Collected data:
===============

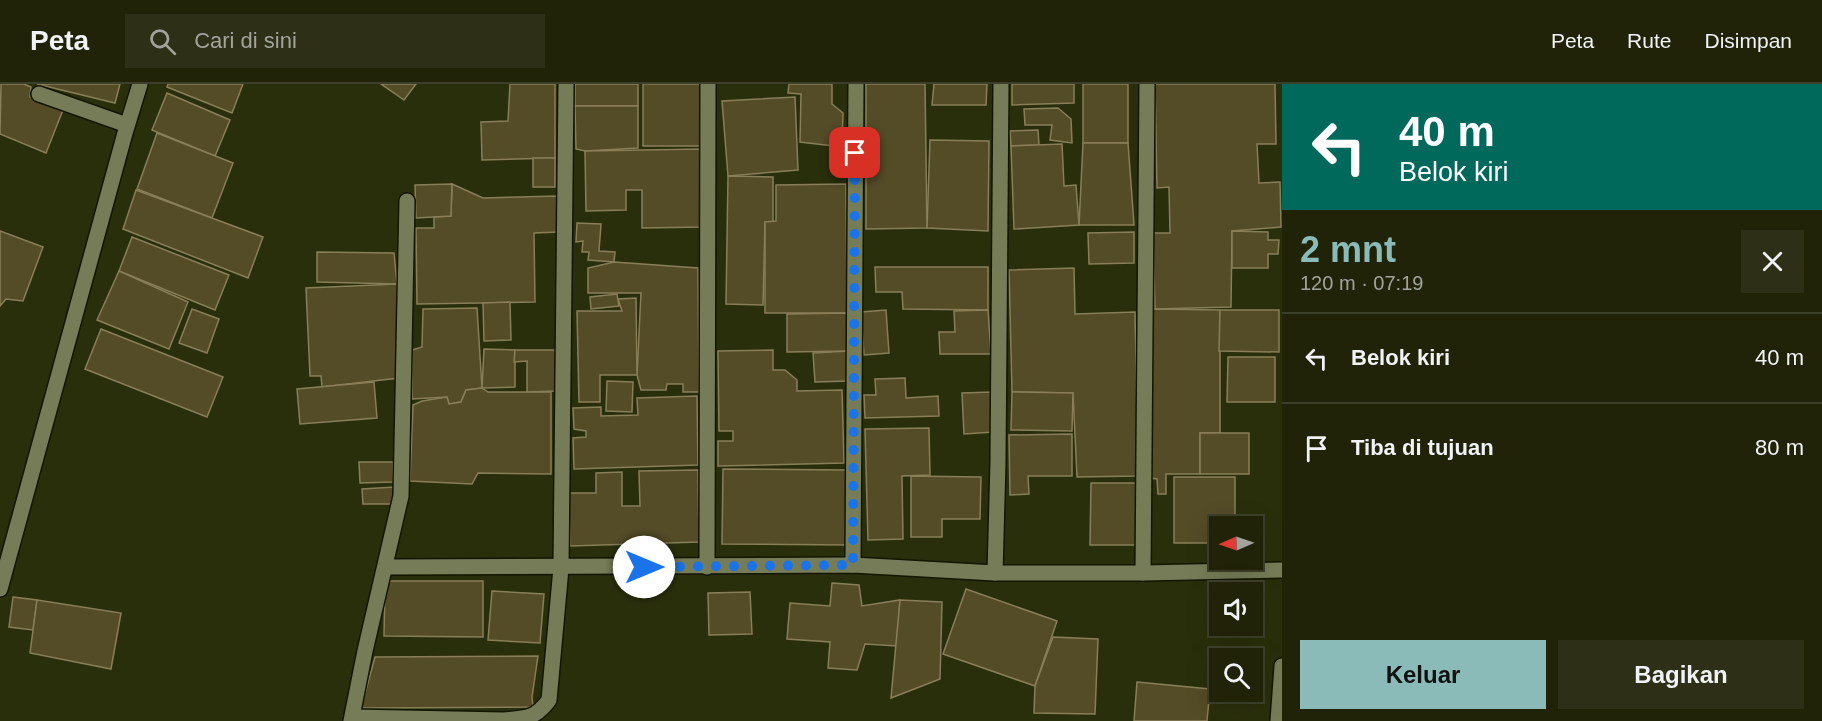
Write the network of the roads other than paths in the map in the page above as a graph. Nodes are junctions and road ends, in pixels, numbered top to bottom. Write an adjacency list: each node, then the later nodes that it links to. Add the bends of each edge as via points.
1 (140, 84): 8 (street)
2 (566, 84): 13 (street)
3 (708, 84): 12 (street)
4 (856, 84): 10 (street)
5 (1001, 84): 15 (street)
6 (1147, 84): 16 (street)
7 (39, 94): 8 (street)
8 (128, 125): 17 (street)
9 (407, 201): 11 (street, via 401,496)
10 (853, 565): 12 (street); 15 (street)
11 (386, 567): 13 (street); 19 (street)
12 (706, 567): 13 (street)
13 (561, 568): 19 (street, via 549,700 540,712 527,718 504,720)
14 (1282, 570): 16 (street)
15 (995, 573): 16 (street)
16 (1143, 573)
17 (0, 589)
18 (1282, 666): 20 (street)
19 (352, 719)
20 (1278, 721)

===============

### YOUR GOAL
Each entry above should come back word for word, and no picture should come with it.

### EXPECTED ANSWER
Write the network of the roads other than paths in the map in the page above as a graph. Nodes are junctions and road ends, in pixels, numbered top to bottom. Write an adjacency list: each node, then the later nodes that it links to. Add the bends of each edge as via points.
1 (140, 84): 8 (street)
2 (566, 84): 13 (street)
3 (708, 84): 12 (street)
4 (856, 84): 10 (street)
5 (1001, 84): 15 (street)
6 (1147, 84): 16 (street)
7 (39, 94): 8 (street)
8 (128, 125): 17 (street)
9 (407, 201): 11 (street, via 401,496)
10 (853, 565): 12 (street); 15 (street)
11 (386, 567): 13 (street); 19 (street)
12 (706, 567): 13 (street)
13 (561, 568): 19 (street, via 549,700 540,712 527,718 504,720)
14 (1282, 570): 16 (street)
15 (995, 573): 16 (street)
16 (1143, 573)
17 (0, 589)
18 (1282, 666): 20 (street)
19 (352, 719)
20 (1278, 721)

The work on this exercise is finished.